Hey guys! Please excuse my ignorance, but what exactly does it mean for a guitar to have laminate back and sides? Is this generally considered a good or bad thing? How does it effect the sound and durability? Thank you very much.

Comments

  • BonesBones Moderator
    Posts: 2,819

    Laminated veneers like plywood rather than solid one piece wood all the way thru the thickness.

    It is my understanding that Selmacs were mostly laminated except for the top which was solid spruce.

    Sound and durability are fine.

  • vanmalmsteenvanmalmsteen Diamond Springs ,CANew Latch Drom F, Paris swing, Altamira m30d , Altimira Mod M
    edited May 15 Posts: 181

    Even Djangos guitar was laminate back and sides, which in those days was a new thing . It’s generally looked down upon nowadays for a typical acoustic guitar player but these guitars are a completely different animal. They sound good with laminate back sides. Contributes to the gypsy twang we all know and love

  • edited May 15 Posts: 9

    Thank you very much for your help.

  • Chris MartinChris Martin Shellharbour NSW Australia✭✭ Petrarca, Catelluccia, Bucolo, Martino, Hofner, Hoyer, Burns
    Posts: 512

    Also laminates being effectively a sandwich of different plies means there are different grain directions which should add strength. I am not a luthier but have had considerable experience building race cars with with composite materials, carbon fiber, glass fiber, kevlar etc and learned a lot about the strength according to the orientation of the plies. In the event of knock that might cause a crack it would be more likely to travel along the grain of a solid piece than it would in a laminate.
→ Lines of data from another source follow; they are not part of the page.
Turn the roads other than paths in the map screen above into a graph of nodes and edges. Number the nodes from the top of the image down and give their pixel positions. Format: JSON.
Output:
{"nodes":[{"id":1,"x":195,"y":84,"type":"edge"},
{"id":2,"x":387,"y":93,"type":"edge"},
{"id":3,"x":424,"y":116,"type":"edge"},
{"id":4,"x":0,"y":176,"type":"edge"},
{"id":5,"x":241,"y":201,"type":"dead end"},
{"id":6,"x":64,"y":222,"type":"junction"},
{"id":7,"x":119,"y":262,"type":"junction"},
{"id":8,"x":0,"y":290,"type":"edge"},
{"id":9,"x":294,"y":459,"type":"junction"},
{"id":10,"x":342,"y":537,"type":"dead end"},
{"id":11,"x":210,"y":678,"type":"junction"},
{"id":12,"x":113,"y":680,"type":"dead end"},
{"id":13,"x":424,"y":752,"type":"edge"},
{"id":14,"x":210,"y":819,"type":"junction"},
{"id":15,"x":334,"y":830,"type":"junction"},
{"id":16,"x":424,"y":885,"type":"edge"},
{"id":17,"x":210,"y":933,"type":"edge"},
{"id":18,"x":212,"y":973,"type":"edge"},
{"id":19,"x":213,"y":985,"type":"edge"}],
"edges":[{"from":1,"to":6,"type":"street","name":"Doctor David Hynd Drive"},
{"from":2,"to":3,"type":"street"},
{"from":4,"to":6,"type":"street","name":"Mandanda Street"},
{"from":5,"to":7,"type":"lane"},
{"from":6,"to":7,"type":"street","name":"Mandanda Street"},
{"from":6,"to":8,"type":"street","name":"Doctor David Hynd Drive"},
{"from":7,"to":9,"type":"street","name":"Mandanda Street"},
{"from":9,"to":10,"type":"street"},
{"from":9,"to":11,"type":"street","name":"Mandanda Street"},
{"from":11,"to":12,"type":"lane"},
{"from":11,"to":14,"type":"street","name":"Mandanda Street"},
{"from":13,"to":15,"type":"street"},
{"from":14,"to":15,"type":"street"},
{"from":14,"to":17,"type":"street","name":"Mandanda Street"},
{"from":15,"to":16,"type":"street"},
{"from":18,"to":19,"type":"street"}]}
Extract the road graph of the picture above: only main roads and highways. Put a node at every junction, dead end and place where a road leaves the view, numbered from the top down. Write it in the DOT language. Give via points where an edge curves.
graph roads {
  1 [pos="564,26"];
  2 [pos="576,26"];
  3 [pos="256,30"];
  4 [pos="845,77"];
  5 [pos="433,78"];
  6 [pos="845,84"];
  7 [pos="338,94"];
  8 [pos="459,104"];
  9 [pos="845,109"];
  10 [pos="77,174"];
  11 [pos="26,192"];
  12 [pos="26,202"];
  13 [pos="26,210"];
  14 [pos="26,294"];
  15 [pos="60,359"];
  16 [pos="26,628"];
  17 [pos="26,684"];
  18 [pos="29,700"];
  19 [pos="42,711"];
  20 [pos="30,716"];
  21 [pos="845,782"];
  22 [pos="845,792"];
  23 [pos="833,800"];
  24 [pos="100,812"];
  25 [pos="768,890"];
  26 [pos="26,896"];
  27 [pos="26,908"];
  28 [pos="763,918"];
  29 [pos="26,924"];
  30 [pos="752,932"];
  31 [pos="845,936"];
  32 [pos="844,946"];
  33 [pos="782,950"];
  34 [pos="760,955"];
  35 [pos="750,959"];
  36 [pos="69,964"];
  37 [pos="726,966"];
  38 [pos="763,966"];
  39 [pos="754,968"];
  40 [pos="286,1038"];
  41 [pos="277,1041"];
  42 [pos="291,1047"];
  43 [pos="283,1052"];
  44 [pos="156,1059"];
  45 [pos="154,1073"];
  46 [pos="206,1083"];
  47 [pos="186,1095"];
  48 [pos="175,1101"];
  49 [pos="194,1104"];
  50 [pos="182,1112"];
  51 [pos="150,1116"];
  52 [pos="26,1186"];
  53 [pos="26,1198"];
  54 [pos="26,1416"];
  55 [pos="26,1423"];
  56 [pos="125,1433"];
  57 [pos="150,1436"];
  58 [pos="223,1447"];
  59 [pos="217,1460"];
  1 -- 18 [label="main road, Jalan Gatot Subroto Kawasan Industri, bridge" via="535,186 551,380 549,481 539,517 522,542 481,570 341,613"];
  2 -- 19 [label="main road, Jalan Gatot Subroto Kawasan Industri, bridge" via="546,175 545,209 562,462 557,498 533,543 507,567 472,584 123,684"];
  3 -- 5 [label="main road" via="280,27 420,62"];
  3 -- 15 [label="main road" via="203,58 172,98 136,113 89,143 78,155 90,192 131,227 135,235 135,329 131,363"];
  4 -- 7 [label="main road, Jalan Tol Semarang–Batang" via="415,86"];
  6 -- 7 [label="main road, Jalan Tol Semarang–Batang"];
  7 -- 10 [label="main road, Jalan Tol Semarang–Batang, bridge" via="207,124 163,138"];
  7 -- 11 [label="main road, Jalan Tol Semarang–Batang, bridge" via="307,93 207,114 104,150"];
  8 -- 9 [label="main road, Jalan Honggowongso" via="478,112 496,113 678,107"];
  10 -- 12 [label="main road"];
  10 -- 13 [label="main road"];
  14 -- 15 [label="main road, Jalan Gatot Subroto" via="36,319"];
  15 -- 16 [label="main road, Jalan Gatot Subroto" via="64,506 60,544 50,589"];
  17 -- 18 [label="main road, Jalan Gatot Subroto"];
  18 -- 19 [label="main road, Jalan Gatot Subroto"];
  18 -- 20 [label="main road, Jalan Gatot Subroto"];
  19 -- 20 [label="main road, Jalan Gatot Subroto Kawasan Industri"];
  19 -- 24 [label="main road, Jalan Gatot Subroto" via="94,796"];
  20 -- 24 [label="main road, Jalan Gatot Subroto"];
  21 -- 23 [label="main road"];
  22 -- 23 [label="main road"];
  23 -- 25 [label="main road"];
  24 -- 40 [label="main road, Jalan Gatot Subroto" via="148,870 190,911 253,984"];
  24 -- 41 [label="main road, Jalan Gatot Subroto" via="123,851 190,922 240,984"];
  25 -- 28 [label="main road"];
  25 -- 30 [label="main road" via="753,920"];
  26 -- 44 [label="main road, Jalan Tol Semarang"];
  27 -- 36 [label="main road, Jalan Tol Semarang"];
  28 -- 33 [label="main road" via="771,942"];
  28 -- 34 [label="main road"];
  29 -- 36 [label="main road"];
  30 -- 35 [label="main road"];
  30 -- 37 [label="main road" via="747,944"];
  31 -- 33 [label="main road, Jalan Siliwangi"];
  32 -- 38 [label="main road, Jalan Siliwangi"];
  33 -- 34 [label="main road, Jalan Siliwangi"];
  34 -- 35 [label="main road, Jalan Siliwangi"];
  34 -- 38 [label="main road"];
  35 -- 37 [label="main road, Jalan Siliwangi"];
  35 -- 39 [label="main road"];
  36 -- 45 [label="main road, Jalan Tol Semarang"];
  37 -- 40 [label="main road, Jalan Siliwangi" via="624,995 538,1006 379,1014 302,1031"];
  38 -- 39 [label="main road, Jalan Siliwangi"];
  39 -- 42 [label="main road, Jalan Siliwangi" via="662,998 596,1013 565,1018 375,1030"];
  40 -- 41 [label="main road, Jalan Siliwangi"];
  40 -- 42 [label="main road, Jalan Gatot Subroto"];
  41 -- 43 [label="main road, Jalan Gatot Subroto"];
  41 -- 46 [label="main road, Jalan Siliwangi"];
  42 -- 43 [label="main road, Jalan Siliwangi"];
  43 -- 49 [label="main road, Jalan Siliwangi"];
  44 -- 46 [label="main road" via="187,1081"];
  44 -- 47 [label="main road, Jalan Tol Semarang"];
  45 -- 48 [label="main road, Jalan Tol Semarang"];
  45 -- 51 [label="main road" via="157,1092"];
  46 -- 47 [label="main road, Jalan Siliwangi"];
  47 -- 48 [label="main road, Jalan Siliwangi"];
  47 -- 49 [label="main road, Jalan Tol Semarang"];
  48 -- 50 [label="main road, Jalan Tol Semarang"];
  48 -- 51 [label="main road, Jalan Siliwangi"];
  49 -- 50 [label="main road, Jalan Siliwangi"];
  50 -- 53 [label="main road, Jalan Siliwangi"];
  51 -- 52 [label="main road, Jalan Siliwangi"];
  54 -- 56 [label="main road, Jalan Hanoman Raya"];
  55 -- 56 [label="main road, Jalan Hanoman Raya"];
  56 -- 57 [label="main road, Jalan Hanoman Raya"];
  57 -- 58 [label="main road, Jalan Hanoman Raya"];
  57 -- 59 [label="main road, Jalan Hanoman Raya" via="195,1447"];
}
    Any luthiers care to comment?

  • crookedpinkycrookedpinky Glasgow✭✭✭✭ Alex Bishop D Hole, Altamira MF01, Godefroy Maruejouls
    Posts: 733

    The Selmers were designed with laminated back and sides as Mario Maccaferri believed it offered a stronger construction and changed the sound of the instrument. I think he was looking to produced a clear focussed sound without too many overtones.
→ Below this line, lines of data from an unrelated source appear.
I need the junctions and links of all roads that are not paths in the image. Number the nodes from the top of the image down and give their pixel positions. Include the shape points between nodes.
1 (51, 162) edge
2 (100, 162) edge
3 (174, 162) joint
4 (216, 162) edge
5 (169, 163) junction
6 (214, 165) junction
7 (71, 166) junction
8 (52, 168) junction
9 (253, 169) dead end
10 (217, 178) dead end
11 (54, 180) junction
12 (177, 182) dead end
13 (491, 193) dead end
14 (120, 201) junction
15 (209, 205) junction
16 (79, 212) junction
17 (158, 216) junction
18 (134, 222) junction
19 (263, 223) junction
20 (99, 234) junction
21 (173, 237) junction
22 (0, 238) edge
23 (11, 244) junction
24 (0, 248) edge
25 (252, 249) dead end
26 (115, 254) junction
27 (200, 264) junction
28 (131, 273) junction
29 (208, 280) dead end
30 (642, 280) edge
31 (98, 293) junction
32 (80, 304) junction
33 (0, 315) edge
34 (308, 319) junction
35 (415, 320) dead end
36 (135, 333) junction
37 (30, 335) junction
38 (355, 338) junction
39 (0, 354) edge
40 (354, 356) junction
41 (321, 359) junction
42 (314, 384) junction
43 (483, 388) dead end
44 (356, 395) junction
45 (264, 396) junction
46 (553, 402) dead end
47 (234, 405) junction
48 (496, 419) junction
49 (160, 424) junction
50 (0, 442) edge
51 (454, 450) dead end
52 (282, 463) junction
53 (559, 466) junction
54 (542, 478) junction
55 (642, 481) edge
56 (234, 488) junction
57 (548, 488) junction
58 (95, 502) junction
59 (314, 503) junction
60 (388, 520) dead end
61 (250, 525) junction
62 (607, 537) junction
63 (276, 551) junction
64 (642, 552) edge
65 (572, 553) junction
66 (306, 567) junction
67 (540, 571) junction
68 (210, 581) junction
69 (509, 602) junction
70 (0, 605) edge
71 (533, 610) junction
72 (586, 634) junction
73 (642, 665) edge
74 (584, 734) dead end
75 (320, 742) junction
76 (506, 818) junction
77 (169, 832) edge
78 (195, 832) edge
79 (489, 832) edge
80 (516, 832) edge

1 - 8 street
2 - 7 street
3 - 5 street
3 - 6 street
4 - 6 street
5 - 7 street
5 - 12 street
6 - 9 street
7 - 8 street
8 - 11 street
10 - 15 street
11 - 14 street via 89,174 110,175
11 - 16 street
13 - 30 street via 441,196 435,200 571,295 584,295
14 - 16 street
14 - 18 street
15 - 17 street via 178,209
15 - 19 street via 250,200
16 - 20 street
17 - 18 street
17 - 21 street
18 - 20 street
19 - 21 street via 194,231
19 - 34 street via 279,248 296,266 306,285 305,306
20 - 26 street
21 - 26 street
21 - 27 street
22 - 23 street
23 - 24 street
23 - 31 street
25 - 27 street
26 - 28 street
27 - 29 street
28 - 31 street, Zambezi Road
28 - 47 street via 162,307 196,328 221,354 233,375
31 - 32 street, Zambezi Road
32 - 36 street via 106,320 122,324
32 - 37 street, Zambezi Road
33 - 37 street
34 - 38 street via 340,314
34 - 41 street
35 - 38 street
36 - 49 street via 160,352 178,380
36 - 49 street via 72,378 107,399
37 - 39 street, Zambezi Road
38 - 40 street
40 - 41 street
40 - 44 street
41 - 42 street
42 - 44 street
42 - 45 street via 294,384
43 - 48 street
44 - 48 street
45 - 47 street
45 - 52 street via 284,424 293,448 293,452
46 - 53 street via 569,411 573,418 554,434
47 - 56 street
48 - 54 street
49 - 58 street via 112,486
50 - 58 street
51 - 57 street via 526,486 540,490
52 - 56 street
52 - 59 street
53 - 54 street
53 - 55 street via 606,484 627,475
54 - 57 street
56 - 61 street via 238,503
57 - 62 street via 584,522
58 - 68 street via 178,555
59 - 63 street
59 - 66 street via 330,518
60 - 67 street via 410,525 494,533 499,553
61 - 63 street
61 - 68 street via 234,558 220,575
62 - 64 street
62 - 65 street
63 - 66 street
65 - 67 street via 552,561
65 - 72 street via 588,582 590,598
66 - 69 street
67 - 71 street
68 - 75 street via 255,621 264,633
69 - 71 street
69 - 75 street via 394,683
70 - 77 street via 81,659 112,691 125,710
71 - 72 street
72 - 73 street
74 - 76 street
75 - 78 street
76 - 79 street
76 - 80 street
    There's also an argument about how much the back and sides affect the sound. I think the grest luthier Torres conducted experiments using all sorts of things for the back and sides and concluded that the most important contributor to a guutars sound is the top.

    I know a lot of modern builders of gypsy guitars use solid woods for back and sides and that seems to work well. From a builders point of view using laminates, certainly for the sides, can be an easier process than bending solid woods.

    KlausUS
    always learning
  • KlausUSKlausUS AustriaNew Dupont MD50, AJL Silent
    edited May 16 Posts: 18

    For a Gypsy jazz guitar and its specific sound, laminate works obviously just perfect. Many, if not Most of the expensive Gypsy guitars are offered With laminated back and sides.

    For a high end Acoustic flattop it is another story. The solid wood construction gives you a richer, fuller tone in the long run, which is desired for this genre.

    A luthier of high end Austrian classical guitars said on YouTube, if I remember correctly, (apart from the general construction) that at least 80% of the sound comes from the top and the remaining 20% from back and side, neck, etc.,..

  • Posts: 13

    Ive a few Sicilian gypsy/folk guitars that predate the Selmac, all used laminate backs it seems to give better attack and brightness to the sound. Not just for structural reasons as good bracing still used. These guitars also have a few other features that are to be found in the early gypsy jazz guitars.